Prompt Design at Character.AI

Prompt Design at Character.AI

Author: James Groeneveld
Github: https://github.com/character-ai/prompt-poet
PyPi: https://pypi.org/project/prompt-poet/

At Character.AI, mastering the art and science of Prompt Engineering is crucial. Constructing prompts in production involves considering a wide array of data and factors: current conversation modalities, ongoing experiments, the Characters involved, chat types, various user attributes, pinned memories, user personas, the entire conversation history and more. Given the billions of prompts we construct per day, the need to maximize the use of expanding LLM context windows, and the diversity of our use cases, a robust and scalable approach to prompt design is essential. We advocate transitioning from traditional 'prompt engineering' to 'prompt design'—a shift that moves us away from tedious string manipulations towards designing precise, engaging prompts. This post introduces Prompt Poet, a solution we've developed to do just that.

Brief Overview

Python f-strings (and wrappers around them) are now the industry standard for Prompt Engineers. Using f-strings can be as simple as adding a user's query directly into a string. However, it can also become very complex, involving a lot of manual string manipulation to create the final prompt. It also makes prompt iteration less accessible to non-technical individuals, as it requires writing code.

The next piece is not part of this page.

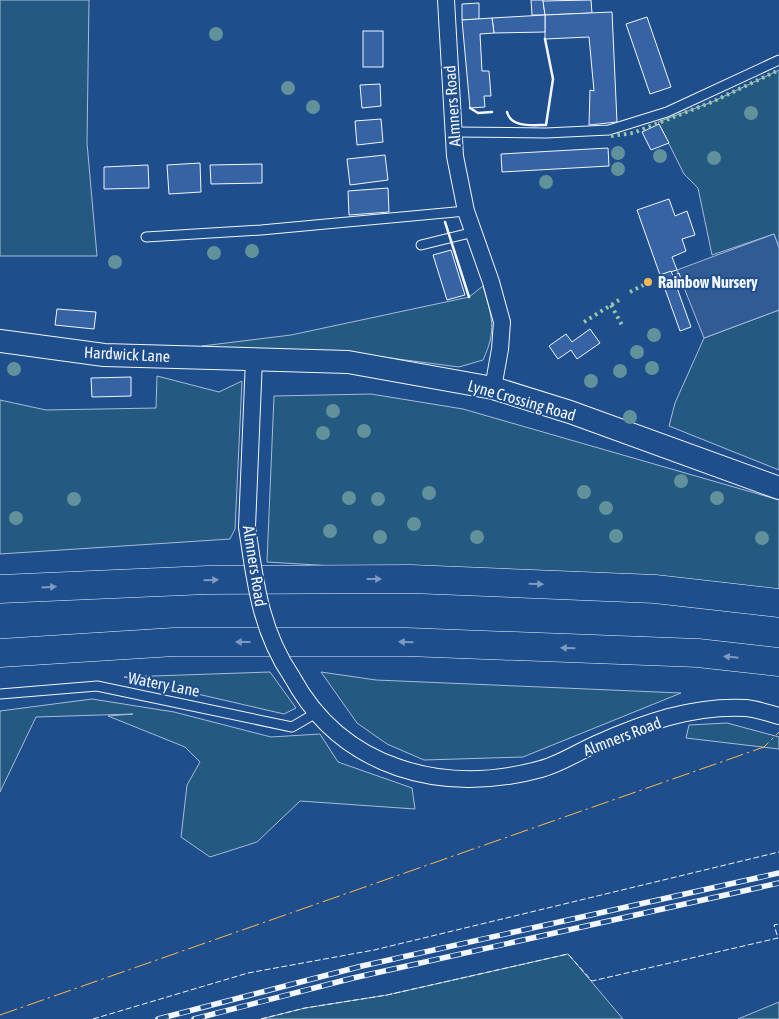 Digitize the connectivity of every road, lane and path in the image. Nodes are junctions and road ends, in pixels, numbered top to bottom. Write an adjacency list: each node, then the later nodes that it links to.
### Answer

We believe there's a better way. That's why we created Prompt Poet (Github / PyPi), a tool that allows both developers and non-technical users to efficiently design and manage their production prompts. It saves time on engineering string manipulations, enabling everyone to focus more on crafting the optimal prompts for their users.

Borrowing from the world of UI design, we consider a prompt P as a function of runtime state–including the prompt template, data, token limit and more.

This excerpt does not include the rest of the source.